• [WORK REQUEST] Every line below that holds the string "Telok" should be copied out.

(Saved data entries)
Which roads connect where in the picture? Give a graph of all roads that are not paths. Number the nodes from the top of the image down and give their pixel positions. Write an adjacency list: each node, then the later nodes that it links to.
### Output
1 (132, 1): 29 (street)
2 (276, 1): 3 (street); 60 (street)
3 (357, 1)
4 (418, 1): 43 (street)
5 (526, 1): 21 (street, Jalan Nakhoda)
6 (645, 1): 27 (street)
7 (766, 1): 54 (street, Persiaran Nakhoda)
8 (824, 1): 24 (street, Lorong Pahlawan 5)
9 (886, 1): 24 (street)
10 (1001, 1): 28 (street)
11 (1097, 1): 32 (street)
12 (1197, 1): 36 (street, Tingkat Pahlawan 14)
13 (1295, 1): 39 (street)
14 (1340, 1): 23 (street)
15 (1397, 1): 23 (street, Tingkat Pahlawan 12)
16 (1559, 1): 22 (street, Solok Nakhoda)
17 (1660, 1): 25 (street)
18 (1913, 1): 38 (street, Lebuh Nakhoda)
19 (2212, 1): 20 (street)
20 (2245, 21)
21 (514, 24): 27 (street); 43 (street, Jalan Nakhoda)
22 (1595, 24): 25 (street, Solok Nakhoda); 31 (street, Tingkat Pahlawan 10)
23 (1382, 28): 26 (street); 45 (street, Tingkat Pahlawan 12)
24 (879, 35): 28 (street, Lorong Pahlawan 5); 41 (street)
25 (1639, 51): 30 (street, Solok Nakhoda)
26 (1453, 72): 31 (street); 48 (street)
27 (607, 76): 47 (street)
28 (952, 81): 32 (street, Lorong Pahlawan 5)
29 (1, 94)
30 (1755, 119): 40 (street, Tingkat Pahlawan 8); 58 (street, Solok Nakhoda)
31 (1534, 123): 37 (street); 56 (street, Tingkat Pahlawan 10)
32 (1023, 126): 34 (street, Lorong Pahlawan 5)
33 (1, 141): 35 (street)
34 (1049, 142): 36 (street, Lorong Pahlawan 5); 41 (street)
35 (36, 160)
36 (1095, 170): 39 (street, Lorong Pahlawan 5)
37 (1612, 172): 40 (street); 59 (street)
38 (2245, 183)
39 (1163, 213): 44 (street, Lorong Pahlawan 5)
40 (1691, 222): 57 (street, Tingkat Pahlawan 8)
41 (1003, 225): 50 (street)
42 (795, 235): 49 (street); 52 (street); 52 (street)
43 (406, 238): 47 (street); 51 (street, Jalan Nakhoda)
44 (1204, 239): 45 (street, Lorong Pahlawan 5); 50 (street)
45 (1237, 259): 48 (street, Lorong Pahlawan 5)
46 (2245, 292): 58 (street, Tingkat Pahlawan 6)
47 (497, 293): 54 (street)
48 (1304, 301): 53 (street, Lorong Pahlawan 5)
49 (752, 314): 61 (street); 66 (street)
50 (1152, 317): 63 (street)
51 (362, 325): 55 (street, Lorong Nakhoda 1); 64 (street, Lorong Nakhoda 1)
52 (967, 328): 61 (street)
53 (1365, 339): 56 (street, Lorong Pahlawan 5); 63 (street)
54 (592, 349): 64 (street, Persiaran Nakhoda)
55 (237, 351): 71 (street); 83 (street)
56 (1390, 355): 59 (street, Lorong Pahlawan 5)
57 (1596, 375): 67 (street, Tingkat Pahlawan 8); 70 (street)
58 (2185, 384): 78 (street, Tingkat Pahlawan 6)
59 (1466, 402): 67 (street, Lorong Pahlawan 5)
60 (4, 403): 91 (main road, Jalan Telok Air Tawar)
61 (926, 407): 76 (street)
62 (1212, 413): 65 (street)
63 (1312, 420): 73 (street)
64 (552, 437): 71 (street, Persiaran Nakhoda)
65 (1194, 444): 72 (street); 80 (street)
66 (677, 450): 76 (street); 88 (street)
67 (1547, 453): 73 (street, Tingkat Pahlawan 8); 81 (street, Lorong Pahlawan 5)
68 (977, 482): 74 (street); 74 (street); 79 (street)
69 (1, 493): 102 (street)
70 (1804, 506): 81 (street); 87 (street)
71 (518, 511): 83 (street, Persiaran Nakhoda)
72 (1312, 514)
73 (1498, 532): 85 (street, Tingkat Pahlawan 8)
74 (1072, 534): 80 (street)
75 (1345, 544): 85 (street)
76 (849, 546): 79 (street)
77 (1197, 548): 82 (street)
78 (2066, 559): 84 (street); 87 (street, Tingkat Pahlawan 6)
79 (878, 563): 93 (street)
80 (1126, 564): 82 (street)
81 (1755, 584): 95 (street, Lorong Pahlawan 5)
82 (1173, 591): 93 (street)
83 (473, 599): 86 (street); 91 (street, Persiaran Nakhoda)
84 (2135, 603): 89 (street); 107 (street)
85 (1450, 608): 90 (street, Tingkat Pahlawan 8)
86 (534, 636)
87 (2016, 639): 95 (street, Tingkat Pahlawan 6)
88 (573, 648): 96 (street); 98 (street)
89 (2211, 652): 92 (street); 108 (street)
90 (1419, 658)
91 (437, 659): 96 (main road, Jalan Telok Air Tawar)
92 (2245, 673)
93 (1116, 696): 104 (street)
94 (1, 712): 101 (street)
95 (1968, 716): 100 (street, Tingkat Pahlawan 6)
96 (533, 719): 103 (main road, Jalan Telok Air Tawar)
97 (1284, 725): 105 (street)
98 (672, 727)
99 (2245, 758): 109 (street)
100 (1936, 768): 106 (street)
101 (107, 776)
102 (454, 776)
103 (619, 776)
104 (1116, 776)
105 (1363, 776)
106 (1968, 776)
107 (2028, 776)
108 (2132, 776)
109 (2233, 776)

• [COMPLETED TASK]
60 (4, 403): 91 (main road, Jalan Telok Air Tawar)
91 (437, 659): 96 (main road, Jalan Telok Air Tawar)
96 (533, 719): 103 (main road, Jalan Telok Air Tawar)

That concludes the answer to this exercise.